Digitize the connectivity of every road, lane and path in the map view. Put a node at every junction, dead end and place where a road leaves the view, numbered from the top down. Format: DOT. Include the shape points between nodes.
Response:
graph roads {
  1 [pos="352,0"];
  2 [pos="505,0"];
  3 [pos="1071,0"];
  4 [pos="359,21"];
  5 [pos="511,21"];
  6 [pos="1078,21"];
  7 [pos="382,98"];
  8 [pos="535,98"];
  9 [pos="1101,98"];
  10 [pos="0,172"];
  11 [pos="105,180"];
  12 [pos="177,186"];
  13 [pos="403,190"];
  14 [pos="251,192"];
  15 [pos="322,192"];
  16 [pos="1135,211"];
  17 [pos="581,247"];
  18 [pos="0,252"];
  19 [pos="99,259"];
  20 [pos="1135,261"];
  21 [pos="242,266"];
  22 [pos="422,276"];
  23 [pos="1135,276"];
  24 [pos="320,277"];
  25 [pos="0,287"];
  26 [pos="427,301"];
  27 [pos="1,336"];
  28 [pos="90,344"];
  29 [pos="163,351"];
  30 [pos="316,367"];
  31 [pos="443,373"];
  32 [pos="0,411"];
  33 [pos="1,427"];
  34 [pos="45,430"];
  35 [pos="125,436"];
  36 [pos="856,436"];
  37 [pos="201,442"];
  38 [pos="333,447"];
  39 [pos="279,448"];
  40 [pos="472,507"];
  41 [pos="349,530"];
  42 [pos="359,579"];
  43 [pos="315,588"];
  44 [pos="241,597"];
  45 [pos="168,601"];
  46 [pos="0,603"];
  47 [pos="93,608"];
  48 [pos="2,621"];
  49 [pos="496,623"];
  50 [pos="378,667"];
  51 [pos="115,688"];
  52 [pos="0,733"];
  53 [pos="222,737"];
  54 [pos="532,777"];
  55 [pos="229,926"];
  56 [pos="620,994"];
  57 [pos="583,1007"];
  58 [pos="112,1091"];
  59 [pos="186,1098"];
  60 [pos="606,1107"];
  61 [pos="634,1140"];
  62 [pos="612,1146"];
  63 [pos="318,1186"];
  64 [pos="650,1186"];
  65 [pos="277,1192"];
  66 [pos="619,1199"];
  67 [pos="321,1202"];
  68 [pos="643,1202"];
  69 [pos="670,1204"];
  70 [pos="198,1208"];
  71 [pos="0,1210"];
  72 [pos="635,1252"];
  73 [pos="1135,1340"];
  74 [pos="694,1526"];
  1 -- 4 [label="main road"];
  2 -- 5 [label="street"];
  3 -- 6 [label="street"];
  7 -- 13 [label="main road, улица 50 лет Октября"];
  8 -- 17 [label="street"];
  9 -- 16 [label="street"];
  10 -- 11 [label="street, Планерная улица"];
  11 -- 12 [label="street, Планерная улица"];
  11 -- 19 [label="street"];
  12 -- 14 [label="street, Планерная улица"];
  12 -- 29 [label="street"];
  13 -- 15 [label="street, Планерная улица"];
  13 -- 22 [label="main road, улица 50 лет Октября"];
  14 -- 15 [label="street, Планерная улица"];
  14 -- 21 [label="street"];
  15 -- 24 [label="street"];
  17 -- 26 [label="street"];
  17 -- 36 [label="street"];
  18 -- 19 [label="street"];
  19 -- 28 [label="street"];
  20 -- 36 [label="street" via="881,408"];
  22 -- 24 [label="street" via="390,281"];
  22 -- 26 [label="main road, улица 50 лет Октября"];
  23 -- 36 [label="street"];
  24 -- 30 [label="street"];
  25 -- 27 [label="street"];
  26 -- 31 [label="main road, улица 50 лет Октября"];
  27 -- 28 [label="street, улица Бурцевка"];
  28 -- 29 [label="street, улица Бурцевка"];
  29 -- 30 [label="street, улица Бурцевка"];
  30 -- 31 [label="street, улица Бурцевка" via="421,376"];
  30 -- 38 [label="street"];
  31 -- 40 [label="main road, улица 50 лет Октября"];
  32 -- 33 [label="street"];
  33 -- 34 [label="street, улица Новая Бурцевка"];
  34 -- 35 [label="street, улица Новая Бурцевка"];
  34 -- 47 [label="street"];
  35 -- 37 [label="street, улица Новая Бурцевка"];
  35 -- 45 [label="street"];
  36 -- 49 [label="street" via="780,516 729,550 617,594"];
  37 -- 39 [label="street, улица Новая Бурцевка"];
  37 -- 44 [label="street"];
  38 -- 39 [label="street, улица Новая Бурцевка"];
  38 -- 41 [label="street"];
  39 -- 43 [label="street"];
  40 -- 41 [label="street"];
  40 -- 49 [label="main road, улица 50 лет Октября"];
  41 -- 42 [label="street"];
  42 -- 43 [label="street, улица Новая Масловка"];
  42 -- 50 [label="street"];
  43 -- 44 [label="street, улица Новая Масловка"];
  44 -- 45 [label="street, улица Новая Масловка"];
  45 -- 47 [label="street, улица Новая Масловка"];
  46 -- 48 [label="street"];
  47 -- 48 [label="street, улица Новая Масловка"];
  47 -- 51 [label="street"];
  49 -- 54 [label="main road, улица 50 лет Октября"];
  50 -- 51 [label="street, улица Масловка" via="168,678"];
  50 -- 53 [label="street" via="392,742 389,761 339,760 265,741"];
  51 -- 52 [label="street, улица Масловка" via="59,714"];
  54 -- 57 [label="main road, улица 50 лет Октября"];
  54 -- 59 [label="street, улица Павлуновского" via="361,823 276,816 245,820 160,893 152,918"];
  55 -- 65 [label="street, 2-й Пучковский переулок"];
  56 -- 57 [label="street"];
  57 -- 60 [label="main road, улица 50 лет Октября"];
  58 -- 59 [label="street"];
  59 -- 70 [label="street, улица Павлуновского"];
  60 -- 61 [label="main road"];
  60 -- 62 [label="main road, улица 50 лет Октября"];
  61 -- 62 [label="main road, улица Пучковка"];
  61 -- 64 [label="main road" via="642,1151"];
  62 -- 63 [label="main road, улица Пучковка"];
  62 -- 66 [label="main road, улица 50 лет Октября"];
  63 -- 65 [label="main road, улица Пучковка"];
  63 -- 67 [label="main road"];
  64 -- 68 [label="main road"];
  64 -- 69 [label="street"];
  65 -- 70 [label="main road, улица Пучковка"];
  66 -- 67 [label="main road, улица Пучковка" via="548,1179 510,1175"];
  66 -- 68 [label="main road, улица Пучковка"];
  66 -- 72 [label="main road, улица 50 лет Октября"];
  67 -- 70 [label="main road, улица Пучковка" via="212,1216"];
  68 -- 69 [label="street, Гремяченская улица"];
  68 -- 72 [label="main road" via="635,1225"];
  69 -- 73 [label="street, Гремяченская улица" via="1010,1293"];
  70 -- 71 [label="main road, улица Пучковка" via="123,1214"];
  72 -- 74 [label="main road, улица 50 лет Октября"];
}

........

| What to work on |
Set down every entry exactly as given.

| Output for this task |
Digitize the connectivity of every road, lane and path in the map view. Put a node at every junction, dead end and place where a road leaves the view, numbered from the top down. Format: DOT. Include the shape points between nodes.
Response:
graph roads {
  1 [pos="352,0"];
  2 [pos="505,0"];
  3 [pos="1071,0"];
  4 [pos="359,21"];
  5 [pos="511,21"];
  6 [pos="1078,21"];
  7 [pos="382,98"];
  8 [pos="535,98"];
  9 [pos="1101,98"];
  10 [pos="0,172"];
  11 [pos="105,180"];
  12 [pos="177,186"];
  13 [pos="403,190"];
  14 [pos="251,192"];
  15 [pos="322,192"];
  16 [pos="1135,211"];
  17 [pos="581,247"];
  18 [pos="0,252"];
  19 [pos="99,259"];
  20 [pos="1135,261"];
  21 [pos="242,266"];
  22 [pos="422,276"];
  23 [pos="1135,276"];
  24 [pos="320,277"];
  25 [pos="0,287"];
  26 [pos="427,301"];
  27 [pos="1,336"];
  28 [pos="90,344"];
  29 [pos="163,351"];
  30 [pos="316,367"];
  31 [pos="443,373"];
  32 [pos="0,411"];
  33 [pos="1,427"];
  34 [pos="45,430"];
  35 [pos="125,436"];
  36 [pos="856,436"];
  37 [pos="201,442"];
  38 [pos="333,447"];
  39 [pos="279,448"];
  40 [pos="472,507"];
  41 [pos="349,530"];
  42 [pos="359,579"];
  43 [pos="315,588"];
  44 [pos="241,597"];
  45 [pos="168,601"];
  46 [pos="0,603"];
  47 [pos="93,608"];
  48 [pos="2,621"];
  49 [pos="496,623"];
  50 [pos="378,667"];
  51 [pos="115,688"];
  52 [pos="0,733"];
  53 [pos="222,737"];
  54 [pos="532,777"];
  55 [pos="229,926"];
  56 [pos="620,994"];
  57 [pos="583,1007"];
  58 [pos="112,1091"];
  59 [pos="186,1098"];
  60 [pos="606,1107"];
  61 [pos="634,1140"];
  62 [pos="612,1146"];
  63 [pos="318,1186"];
  64 [pos="650,1186"];
  65 [pos="277,1192"];
  66 [pos="619,1199"];
  67 [pos="321,1202"];
  68 [pos="643,1202"];
  69 [pos="670,1204"];
  70 [pos="198,1208"];
  71 [pos="0,1210"];
  72 [pos="635,1252"];
  73 [pos="1135,1340"];
  74 [pos="694,1526"];
  1 -- 4 [label="main road"];
  2 -- 5 [label="street"];
  3 -- 6 [label="street"];
  7 -- 13 [label="main road, улица 50 лет Октября"];
  8 -- 17 [label="street"];
  9 -- 16 [label="street"];
  10 -- 11 [label="street, Планерная улица"];
  11 -- 12 [label="street, Планерная улица"];
  11 -- 19 [label="street"];
  12 -- 14 [label="street, Планерная улица"];
  12 -- 29 [label="street"];
  13 -- 15 [label="street, Планерная улица"];
  13 -- 22 [label="main road, улица 50 лет Октября"];
  14 -- 15 [label="street, Планерная улица"];
  14 -- 21 [label="street"];
  15 -- 24 [label="street"];
  17 -- 26 [label="street"];
  17 -- 36 [label="street"];
  18 -- 19 [label="street"];
  19 -- 28 [label="street"];
  20 -- 36 [label="street" via="881,408"];
  22 -- 24 [label="street" via="390,281"];
  22 -- 26 [label="main road, улица 50 лет Октября"];
  23 -- 36 [label="street"];
  24 -- 30 [label="street"];
  25 -- 27 [label="street"];
  26 -- 31 [label="main road, улица 50 лет Октября"];
  27 -- 28 [label="street, улица Бурцевка"];
  28 -- 29 [label="street, улица Бурцевка"];
  29 -- 30 [label="street, улица Бурцевка"];
  30 -- 31 [label="street, улица Бурцевка" via="421,376"];
  30 -- 38 [label="street"];
  31 -- 40 [label="main road, улица 50 лет Октября"];
  32 -- 33 [label="street"];
  33 -- 34 [label="street, улица Новая Бурцевка"];
  34 -- 35 [label="street, улица Новая Бурцевка"];
  34 -- 47 [label="street"];
  35 -- 37 [label="street, улица Новая Бурцевка"];
  35 -- 45 [label="street"];
  36 -- 49 [label="street" via="780,516 729,550 617,594"];
  37 -- 39 [label="street, улица Новая Бурцевка"];
  37 -- 44 [label="street"];
  38 -- 39 [label="street, улица Новая Бурцевка"];
  38 -- 41 [label="street"];
  39 -- 43 [label="street"];
  40 -- 41 [label="street"];
  40 -- 49 [label="main road, улица 50 лет Октября"];
  41 -- 42 [label="street"];
  42 -- 43 [label="street, улица Новая Масловка"];
  42 -- 50 [label="street"];
  43 -- 44 [label="street, улица Новая Масловка"];
  44 -- 45 [label="street, улица Новая Масловка"];
  45 -- 47 [label="street, улица Новая Масловка"];
  46 -- 48 [label="street"];
  47 -- 48 [label="street, улица Новая Масловка"];
  47 -- 51 [label="street"];
  49 -- 54 [label="main road, улица 50 лет Октября"];
  50 -- 51 [label="street, улица Масловка" via="168,678"];
  50 -- 53 [label="street" via="392,742 389,761 339,760 265,741"];
  51 -- 52 [label="street, улица Масловка" via="59,714"];
  54 -- 57 [label="main road, улица 50 лет Октября"];
  54 -- 59 [label="street, улица Павлуновского" via="361,823 276,816 245,820 160,893 152,918"];
  55 -- 65 [label="street, 2-й Пучковский переулок"];
  56 -- 57 [label="street"];
  57 -- 60 [label="main road, улица 50 лет Октября"];
  58 -- 59 [label="street"];
  59 -- 70 [label="street, улица Павлуновского"];
  60 -- 61 [label="main road"];
  60 -- 62 [label="main road, улица 50 лет Октября"];
  61 -- 62 [label="main road, улица Пучковка"];
  61 -- 64 [label="main road" via="642,1151"];
  62 -- 63 [label="main road, улица Пучковка"];
  62 -- 66 [label="main road, улица 50 лет Октября"];
  63 -- 65 [label="main road, улица Пучковка"];
  63 -- 67 [label="main road"];
  64 -- 68 [label="main road"];
  64 -- 69 [label="street"];
  65 -- 70 [label="main road, улица Пучковка"];
  66 -- 67 [label="main road, улица Пучковка" via="548,1179 510,1175"];
  66 -- 68 [label="main road, улица Пучковка"];
  66 -- 72 [label="main road, улица 50 лет Октября"];
  67 -- 70 [label="main road, улица Пучковка" via="212,1216"];
  68 -- 69 [label="street, Гремяченская улица"];
  68 -- 72 [label="main road" via="635,1225"];
  69 -- 73 [label="street, Гремяченская улица" via="1010,1293"];
  70 -- 71 [label="main road, улица Пучковка" via="123,1214"];
  72 -- 74 [label="main road, улица 50 лет Октября"];
}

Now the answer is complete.